A month later, Mrs. Armstrong summoned me to her office. “You’re in trouble now,” said Douglas and everyone tittered. An envelope, already open, lay on her desk, and she drew out the p
age inside, like a magician drawing a rabbit from a hat. “Now your mind will be extended as it should be,” said Mrs. Armstrong. I burst into tears, and she took me in her arms, patting my head against her bony chest. “It’s a lot to take in, I know, all the excitement. It can be overwhelming.”
Halfway through the summer holidays, Douglas and I returned home from tramping about the woods one afternoon to find Gran already in the kitchen, opening boxes on the table and placing clothes into various piles to take upstairs. On my bed, Gran laid out my new school uniform with reverence. Just below the pillow was a felt Sunday hat, then a white shirt with a round collar, a hideous maroon sweater, and a checked flannel skirt. Underneath the skirt were kneesocks with a little flag at the folded over bit, and on the floor were lace-up shoes. I understood in some way that I had to fill out these clothes. I had to make them my own. I felt like one of those old-fashioned cardboard dolls with paper clothes that you cut out and stuck on them in a game of dressing up.
“Let’s see it, let’s see it on you then,” shouted Douglas. Gran ushered Douglas out of my room and shut the door. The weight of her expectation, standing outside in the hall.
I stripped off my shorts and T-shirt and put on my new clothes. The shirt buttons rubbed against my neck. The socks scratched. The shoes hurt my heels. Everything smelled of starch and chemicals, like a dry cleaner’s shop.
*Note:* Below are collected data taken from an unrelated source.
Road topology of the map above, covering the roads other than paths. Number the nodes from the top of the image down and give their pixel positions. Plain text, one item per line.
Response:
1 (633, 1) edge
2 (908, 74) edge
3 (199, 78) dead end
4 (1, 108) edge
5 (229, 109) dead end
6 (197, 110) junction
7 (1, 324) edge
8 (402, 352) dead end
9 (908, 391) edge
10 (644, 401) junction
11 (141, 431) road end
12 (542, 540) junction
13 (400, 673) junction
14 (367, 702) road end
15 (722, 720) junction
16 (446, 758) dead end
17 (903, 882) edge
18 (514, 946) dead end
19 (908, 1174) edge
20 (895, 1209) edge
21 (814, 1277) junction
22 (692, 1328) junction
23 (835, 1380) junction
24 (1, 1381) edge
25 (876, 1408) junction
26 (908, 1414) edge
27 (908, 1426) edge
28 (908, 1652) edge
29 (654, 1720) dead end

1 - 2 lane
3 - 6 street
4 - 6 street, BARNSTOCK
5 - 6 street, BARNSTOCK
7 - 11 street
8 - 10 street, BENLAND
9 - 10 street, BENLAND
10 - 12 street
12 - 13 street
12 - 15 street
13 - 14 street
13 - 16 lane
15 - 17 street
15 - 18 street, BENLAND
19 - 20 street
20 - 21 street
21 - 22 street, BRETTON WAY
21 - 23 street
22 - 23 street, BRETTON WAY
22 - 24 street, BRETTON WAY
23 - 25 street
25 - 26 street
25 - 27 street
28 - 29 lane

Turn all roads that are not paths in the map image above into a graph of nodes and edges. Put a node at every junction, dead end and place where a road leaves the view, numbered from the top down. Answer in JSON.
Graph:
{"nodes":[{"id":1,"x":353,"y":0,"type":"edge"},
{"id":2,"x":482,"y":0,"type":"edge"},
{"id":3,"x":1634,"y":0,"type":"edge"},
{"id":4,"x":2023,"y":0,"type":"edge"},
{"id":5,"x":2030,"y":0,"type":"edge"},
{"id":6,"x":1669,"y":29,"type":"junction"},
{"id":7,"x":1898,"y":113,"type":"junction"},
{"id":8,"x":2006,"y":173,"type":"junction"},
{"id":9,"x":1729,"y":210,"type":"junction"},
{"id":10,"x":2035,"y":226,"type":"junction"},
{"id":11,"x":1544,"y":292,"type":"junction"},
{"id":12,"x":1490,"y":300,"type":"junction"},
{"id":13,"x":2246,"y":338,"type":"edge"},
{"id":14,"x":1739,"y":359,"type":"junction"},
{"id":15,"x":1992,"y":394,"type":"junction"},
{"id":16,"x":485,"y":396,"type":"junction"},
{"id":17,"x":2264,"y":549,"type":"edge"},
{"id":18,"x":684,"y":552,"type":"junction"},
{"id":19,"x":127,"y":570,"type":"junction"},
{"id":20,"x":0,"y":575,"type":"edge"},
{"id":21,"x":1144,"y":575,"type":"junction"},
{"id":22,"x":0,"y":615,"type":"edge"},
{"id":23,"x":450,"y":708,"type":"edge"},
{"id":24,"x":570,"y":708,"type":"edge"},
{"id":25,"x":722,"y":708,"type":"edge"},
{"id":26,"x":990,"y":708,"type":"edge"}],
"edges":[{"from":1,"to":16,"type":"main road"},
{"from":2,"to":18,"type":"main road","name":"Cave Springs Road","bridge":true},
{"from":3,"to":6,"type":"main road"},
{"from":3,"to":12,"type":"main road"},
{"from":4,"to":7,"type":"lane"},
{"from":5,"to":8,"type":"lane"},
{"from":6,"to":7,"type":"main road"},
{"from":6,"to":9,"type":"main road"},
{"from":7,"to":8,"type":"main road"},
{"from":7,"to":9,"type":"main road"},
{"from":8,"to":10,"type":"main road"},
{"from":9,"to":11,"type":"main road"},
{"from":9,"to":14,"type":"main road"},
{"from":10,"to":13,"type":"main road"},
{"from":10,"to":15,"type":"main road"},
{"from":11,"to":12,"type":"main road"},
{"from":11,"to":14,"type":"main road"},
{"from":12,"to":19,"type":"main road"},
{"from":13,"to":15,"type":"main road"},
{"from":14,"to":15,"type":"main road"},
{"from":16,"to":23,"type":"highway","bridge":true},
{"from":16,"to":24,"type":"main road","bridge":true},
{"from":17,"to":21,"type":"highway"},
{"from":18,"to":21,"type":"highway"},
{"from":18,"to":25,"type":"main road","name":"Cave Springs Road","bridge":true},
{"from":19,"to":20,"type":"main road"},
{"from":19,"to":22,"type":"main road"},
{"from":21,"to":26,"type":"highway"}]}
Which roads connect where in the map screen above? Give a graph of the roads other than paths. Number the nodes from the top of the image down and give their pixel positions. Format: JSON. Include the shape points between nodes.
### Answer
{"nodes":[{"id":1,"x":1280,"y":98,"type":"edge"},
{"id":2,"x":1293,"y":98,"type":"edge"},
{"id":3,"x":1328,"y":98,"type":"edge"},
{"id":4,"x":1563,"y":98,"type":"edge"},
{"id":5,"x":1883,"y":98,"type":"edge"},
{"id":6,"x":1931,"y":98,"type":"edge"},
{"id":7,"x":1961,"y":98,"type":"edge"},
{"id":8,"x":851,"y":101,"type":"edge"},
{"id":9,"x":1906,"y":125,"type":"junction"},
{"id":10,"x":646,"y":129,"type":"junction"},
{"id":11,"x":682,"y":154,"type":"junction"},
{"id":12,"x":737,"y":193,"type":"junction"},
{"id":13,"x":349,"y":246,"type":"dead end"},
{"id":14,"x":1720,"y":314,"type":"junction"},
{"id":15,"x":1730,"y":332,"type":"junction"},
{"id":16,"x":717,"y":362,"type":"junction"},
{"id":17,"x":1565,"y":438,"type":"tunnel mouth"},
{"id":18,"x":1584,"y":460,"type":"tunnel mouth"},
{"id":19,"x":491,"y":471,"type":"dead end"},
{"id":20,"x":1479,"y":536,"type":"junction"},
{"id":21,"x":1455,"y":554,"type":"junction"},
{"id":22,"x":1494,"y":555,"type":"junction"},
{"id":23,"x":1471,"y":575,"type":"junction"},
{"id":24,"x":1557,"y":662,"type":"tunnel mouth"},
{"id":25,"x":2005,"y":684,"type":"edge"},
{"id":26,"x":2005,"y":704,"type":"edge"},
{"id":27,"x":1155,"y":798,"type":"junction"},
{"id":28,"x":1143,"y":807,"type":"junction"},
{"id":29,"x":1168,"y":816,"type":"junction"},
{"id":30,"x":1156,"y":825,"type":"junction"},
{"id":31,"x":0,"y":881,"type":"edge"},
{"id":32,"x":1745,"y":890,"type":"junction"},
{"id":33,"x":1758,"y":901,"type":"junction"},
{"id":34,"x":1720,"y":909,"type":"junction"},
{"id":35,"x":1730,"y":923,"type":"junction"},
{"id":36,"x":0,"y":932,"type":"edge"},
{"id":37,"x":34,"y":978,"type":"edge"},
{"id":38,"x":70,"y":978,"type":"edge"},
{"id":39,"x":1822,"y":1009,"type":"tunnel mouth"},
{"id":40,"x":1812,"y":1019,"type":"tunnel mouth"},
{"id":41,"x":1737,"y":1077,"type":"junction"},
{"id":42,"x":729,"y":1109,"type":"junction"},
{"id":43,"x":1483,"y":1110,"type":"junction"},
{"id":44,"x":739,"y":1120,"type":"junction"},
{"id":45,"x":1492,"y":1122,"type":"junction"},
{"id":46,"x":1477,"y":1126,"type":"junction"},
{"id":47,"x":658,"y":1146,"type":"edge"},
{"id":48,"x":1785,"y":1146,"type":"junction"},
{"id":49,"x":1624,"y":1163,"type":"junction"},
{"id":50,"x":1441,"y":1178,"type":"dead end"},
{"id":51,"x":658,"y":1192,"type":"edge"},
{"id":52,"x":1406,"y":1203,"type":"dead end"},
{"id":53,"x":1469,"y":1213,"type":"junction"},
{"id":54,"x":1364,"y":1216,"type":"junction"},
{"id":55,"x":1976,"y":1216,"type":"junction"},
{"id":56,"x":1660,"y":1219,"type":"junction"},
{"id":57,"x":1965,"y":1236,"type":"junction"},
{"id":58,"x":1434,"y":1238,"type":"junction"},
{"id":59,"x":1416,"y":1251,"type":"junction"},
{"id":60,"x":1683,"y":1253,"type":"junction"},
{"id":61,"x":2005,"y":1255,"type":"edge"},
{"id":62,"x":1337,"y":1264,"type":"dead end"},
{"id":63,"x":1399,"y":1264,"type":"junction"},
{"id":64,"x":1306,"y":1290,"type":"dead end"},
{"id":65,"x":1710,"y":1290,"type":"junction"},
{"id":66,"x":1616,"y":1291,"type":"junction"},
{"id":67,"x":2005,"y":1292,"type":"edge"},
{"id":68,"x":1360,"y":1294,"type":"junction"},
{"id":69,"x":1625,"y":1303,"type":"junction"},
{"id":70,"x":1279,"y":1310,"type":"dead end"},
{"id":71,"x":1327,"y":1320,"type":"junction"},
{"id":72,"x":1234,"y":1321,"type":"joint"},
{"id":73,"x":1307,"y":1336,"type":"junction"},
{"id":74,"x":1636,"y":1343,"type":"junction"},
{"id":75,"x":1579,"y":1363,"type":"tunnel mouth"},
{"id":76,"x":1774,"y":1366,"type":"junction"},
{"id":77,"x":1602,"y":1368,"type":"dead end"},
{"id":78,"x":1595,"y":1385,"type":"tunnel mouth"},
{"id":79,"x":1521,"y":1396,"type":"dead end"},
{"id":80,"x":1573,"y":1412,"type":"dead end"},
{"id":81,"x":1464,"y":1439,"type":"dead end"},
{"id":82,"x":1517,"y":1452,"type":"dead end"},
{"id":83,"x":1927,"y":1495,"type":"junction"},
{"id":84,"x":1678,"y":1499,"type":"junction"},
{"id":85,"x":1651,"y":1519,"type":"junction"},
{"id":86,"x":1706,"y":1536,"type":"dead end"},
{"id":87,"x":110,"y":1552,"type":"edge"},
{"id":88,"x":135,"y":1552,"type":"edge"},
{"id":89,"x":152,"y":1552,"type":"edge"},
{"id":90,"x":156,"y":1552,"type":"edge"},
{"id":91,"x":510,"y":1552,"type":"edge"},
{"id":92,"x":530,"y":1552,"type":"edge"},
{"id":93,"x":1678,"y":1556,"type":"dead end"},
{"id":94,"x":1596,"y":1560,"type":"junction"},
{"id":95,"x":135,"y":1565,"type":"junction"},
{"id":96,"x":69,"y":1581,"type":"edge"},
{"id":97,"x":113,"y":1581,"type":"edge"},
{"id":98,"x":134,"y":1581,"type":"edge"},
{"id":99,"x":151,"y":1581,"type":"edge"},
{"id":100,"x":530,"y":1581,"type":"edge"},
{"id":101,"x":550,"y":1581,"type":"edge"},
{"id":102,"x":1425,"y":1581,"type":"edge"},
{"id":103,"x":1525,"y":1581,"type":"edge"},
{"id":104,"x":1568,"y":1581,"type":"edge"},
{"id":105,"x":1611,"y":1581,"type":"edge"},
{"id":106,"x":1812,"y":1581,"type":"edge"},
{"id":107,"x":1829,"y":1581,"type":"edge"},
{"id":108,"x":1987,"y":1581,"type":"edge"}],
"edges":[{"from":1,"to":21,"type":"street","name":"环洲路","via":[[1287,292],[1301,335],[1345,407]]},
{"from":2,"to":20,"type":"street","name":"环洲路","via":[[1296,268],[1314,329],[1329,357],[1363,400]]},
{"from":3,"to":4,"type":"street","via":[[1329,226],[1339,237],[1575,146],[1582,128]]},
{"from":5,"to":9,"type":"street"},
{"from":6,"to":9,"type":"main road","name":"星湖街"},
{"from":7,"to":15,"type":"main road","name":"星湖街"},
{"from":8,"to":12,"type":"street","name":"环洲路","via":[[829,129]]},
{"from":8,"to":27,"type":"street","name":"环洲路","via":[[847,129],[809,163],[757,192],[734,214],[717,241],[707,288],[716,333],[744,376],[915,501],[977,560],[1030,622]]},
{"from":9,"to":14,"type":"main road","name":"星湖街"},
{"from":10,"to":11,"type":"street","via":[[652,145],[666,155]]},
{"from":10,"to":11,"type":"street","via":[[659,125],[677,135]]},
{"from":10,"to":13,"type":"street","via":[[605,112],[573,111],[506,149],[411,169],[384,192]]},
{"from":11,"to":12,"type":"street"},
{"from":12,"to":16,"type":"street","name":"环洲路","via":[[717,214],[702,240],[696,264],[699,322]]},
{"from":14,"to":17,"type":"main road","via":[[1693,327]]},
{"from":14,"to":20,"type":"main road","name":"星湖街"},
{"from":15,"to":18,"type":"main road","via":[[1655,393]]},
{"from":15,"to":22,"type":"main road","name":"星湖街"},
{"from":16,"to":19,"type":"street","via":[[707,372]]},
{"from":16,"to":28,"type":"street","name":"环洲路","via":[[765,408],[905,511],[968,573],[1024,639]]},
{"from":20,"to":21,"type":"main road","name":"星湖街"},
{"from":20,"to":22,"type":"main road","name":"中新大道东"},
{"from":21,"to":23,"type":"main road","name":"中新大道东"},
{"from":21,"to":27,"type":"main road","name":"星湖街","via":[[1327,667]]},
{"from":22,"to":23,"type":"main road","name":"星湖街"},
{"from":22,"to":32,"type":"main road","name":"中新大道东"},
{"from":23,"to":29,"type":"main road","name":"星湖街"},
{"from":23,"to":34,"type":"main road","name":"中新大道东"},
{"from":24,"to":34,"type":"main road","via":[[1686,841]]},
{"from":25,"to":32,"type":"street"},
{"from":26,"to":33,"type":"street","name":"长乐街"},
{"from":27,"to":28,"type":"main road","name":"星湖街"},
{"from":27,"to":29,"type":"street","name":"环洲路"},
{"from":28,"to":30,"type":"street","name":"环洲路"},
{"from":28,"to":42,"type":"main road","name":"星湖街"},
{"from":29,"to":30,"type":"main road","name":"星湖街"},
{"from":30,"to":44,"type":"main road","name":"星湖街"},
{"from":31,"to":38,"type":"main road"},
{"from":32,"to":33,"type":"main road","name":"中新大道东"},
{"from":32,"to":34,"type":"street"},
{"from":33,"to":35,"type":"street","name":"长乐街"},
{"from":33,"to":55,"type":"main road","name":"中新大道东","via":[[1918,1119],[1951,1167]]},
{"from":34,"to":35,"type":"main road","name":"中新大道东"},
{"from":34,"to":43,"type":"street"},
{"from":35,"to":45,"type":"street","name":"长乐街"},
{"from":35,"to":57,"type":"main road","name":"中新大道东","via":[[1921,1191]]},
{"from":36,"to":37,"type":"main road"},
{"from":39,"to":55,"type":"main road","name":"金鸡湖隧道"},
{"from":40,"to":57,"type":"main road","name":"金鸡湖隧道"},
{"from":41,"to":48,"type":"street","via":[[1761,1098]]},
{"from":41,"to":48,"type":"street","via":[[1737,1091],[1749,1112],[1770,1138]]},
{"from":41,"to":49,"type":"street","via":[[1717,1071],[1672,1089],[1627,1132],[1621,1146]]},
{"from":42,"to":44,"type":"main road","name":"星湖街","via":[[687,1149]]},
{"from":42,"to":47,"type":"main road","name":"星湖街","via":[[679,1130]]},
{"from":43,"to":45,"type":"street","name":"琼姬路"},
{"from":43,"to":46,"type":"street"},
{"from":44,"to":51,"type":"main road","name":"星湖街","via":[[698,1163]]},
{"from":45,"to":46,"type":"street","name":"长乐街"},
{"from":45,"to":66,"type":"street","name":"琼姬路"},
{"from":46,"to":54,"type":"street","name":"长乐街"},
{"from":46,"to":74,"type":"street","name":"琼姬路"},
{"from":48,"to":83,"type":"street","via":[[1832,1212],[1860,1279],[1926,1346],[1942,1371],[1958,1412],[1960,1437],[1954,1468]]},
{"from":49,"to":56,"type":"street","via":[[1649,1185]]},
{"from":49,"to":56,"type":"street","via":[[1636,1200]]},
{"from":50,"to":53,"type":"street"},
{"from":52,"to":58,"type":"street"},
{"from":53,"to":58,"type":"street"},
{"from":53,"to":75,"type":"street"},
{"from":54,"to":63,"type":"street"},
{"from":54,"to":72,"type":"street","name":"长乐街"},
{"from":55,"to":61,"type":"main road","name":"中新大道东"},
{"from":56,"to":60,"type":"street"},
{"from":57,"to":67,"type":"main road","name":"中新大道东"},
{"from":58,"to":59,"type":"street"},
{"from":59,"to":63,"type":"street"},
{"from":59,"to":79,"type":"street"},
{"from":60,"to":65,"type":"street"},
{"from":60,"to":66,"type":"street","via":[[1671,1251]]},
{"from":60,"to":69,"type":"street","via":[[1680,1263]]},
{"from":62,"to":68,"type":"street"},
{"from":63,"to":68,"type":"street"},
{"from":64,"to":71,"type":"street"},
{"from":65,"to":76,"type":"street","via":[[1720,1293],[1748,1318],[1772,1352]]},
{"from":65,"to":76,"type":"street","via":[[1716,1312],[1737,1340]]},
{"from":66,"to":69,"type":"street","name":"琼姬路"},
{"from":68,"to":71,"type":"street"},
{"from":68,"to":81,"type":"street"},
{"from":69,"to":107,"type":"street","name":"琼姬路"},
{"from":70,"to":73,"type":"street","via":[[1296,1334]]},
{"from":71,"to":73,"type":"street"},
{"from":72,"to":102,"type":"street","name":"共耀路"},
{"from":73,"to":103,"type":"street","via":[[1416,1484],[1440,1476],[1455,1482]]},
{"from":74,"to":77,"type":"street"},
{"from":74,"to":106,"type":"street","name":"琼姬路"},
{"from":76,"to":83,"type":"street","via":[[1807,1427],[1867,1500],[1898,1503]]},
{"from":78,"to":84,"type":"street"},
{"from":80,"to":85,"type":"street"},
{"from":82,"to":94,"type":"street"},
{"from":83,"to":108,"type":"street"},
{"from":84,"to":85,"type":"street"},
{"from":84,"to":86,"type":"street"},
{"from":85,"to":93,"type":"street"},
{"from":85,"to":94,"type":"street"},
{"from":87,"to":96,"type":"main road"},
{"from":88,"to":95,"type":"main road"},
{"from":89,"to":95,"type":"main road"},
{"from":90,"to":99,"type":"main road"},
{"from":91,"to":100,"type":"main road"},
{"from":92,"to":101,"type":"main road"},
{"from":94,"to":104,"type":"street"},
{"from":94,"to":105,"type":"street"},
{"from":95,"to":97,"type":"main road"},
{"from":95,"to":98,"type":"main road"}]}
“Come in,” I said, and Gran and Douglas were beside me, Gran bursting with pleasure, Douglas scared and backing off.
“It’s for the best,” said Gran, worried about my friendship with Douglas. The future she wanted for me did not include drains and septic tanks, human waste in all its forms. I was only eleven years old, but already she envisaged an alliance with a boy from Eton or Harrow, a brother of one of my future classmates. She wanted a successful grandchild, payment due for all that hard work.